Employee benefits associated with stock options have in the recent past lost favor in the eyes of employers. The argument has been that stock options are not economically tenable for employers. Jeremy Goldstein, an authority in employment law, has been following these developments keenly and has summarized the reasons as to why employees are avoiding stock options.
Disadvantages of Stock Options
There are three disadvantages of stock options as explained by Jeremy Goldstein. First, Goldstein argues that stock options can overhang at times and consequently curtail the options available for employees. This is in most cases characterized by a decrease in stock value, which results in the skyrocketing of associated expenses. Secondly, Goldstein likens stock options with casino or lottery regarding uncertainty. In his assessment, the benefits that are associated with stock are not predictable in the sense that economic decline usually has a strong negative effect on stock worth. Lastly, Goldstein believes that the accounting burdens that come with the generation of stock-based benefits are draining to business. In his opinion, there are more financial advantages in not having those benefits than in having them. According to him, it is better for employees to cut-off stock benefits and instead increases employees’ salaries.

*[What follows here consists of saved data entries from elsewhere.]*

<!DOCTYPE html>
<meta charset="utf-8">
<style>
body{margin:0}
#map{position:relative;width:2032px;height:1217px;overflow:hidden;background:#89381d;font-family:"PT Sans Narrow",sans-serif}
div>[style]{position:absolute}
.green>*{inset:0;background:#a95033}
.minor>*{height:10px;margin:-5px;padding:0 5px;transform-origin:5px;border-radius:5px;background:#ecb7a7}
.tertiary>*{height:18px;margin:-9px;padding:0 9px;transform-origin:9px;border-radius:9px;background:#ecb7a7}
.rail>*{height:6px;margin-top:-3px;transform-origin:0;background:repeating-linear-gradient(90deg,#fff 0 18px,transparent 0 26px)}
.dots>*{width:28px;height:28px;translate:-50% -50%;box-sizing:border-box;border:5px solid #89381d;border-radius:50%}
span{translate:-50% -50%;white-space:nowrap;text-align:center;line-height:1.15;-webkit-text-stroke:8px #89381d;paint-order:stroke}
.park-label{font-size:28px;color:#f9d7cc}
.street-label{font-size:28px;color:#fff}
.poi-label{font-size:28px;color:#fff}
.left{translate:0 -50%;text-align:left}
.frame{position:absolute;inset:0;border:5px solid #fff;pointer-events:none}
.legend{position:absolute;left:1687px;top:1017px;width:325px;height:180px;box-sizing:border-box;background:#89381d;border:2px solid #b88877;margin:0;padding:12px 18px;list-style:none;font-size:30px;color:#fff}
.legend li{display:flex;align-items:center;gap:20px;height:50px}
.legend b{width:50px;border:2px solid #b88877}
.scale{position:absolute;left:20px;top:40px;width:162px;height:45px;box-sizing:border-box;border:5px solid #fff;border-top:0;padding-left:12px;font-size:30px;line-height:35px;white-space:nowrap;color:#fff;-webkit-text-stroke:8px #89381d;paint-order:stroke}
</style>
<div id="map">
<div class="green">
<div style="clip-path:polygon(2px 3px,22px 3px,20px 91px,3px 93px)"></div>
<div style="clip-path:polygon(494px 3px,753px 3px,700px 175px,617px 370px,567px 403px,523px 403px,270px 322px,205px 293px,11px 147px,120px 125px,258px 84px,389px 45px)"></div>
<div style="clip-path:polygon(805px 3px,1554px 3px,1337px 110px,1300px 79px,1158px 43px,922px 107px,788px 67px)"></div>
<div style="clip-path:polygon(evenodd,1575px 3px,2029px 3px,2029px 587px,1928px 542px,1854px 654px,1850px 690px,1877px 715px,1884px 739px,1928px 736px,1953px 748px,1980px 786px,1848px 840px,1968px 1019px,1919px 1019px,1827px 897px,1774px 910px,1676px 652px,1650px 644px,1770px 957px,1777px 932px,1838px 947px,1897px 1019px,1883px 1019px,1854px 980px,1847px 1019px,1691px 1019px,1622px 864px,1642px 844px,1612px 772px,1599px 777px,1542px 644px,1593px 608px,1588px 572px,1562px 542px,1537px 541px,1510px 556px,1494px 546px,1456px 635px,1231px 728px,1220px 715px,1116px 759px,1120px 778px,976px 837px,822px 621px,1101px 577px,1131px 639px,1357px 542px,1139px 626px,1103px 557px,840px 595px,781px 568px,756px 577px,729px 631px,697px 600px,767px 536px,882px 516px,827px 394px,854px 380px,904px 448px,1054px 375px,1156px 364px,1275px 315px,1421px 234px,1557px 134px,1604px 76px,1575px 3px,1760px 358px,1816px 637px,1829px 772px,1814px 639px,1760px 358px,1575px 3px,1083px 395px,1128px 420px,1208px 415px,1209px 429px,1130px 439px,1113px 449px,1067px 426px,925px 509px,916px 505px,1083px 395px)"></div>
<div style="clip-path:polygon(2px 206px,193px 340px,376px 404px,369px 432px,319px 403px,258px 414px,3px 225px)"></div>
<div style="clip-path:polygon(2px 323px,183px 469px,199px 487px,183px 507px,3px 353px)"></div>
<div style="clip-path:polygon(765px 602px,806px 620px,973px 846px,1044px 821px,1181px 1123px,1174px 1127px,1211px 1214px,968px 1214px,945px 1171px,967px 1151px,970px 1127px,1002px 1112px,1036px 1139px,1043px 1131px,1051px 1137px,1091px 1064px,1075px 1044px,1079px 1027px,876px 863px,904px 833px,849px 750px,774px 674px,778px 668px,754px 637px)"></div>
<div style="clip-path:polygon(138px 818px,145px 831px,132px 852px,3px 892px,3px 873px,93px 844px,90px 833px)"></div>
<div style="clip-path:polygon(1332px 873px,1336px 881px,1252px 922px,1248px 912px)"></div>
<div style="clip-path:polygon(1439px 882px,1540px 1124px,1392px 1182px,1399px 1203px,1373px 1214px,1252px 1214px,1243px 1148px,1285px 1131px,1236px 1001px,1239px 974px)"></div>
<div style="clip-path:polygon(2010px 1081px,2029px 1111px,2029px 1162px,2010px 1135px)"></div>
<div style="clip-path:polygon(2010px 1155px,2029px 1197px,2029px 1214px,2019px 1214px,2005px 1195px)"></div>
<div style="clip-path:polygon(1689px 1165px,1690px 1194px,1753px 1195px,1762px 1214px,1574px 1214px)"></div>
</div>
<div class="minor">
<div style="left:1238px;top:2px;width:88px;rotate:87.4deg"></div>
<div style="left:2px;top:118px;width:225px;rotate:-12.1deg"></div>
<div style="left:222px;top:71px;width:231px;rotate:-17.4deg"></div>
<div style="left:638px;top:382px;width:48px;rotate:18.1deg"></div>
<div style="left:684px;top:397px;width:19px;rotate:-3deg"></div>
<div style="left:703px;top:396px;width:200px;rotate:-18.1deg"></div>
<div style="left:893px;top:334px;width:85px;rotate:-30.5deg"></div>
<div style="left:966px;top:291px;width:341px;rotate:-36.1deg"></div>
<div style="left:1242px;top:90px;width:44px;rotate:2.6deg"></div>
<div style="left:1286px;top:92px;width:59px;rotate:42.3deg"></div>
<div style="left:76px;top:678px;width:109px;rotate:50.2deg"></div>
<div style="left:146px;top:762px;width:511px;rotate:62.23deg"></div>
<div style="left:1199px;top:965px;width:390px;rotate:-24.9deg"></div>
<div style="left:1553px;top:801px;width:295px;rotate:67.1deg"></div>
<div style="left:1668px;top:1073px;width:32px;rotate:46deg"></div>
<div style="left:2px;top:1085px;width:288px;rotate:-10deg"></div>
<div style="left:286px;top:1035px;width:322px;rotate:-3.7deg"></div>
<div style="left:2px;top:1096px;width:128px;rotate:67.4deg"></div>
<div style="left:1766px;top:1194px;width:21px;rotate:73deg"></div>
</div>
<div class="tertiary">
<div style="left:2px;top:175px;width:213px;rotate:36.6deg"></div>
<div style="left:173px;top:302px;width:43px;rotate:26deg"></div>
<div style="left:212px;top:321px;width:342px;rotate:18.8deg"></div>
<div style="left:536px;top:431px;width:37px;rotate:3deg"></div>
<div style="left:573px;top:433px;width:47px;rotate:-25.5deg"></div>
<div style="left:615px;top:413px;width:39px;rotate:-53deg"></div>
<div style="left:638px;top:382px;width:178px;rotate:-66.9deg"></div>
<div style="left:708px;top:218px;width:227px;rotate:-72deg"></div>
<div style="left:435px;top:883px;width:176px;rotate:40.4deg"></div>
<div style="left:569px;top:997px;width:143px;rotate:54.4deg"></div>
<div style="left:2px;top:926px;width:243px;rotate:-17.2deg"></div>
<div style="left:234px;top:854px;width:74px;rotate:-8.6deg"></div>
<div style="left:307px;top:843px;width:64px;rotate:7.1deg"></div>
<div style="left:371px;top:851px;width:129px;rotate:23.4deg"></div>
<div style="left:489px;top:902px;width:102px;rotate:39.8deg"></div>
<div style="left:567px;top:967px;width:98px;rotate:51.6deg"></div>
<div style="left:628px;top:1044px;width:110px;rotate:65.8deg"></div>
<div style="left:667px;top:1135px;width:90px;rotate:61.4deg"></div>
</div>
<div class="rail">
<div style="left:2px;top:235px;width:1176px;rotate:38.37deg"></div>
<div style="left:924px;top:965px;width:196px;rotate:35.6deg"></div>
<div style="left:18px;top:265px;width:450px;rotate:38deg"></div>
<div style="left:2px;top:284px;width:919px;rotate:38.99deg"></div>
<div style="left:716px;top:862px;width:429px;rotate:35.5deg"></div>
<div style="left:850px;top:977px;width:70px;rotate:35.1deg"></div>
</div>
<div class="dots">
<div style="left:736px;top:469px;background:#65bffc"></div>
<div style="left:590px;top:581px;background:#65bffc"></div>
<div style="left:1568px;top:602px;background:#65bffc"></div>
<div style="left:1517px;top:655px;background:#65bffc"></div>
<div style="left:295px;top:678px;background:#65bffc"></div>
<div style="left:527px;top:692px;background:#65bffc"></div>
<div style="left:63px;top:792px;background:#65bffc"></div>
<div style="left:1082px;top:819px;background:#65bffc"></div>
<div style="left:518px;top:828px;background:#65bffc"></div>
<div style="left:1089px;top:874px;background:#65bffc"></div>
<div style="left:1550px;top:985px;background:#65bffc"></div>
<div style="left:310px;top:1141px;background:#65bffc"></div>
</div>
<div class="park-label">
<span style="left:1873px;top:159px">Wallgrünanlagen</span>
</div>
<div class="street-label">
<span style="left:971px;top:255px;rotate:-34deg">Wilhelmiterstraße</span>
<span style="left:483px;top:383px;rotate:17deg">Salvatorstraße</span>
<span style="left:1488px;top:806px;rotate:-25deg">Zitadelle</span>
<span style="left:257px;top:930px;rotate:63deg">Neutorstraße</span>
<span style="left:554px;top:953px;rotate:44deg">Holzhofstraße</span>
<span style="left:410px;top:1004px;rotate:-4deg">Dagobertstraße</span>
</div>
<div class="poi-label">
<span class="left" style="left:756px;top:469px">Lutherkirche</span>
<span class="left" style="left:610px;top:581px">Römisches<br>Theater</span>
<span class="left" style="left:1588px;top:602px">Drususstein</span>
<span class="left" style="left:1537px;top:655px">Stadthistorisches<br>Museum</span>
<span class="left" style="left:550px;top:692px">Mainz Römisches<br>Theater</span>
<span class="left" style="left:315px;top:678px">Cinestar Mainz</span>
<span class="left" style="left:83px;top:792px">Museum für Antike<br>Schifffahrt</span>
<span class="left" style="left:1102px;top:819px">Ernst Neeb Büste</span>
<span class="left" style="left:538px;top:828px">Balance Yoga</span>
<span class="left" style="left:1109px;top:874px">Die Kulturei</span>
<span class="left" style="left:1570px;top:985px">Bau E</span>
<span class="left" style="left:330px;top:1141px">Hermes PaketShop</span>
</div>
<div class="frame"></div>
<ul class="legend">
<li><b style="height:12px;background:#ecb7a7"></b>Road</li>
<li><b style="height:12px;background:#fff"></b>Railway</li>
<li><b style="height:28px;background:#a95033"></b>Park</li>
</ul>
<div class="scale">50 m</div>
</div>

Advantages of Stock Option
A company would get a handful of benefits by embracing stock options according to Jeremy Goldstein. To begin with, Jeremy argues that since this type of benefits is easy for employees to comprehend, it is a good substitute for insurance coverage. Secondly, Jeremy is of the opinion that since the stock value is dependent on the success of a company, employees placed under stock benefits will work extra harder to ensure that the company excels. By so doing, customer service is improved, and new clients come along. The taxes associated with shares, on the other hand, are at times too high as compared to stock options. Any company seeking to reduce tax burden could find it more desirable to have stock options for its employees rather than stocks.
According to Goldstein, the only solution to stock overhand is to have a barrier option that he refers as Knockout. This type of knockout bars stock options from going too low by making them lose their options once shares depreciate below specified levels. By so doing, the risks of losing out on an employee’s benefits are minimized.
Jeremy Goldstein is a lawyer of a high professional and legal standing. His law firm, Jeremy L. Goldstein & Associates LLC, is based in New York and has been contacted to give business litigation for many reputable organizations such as Duke Energy and Chevron.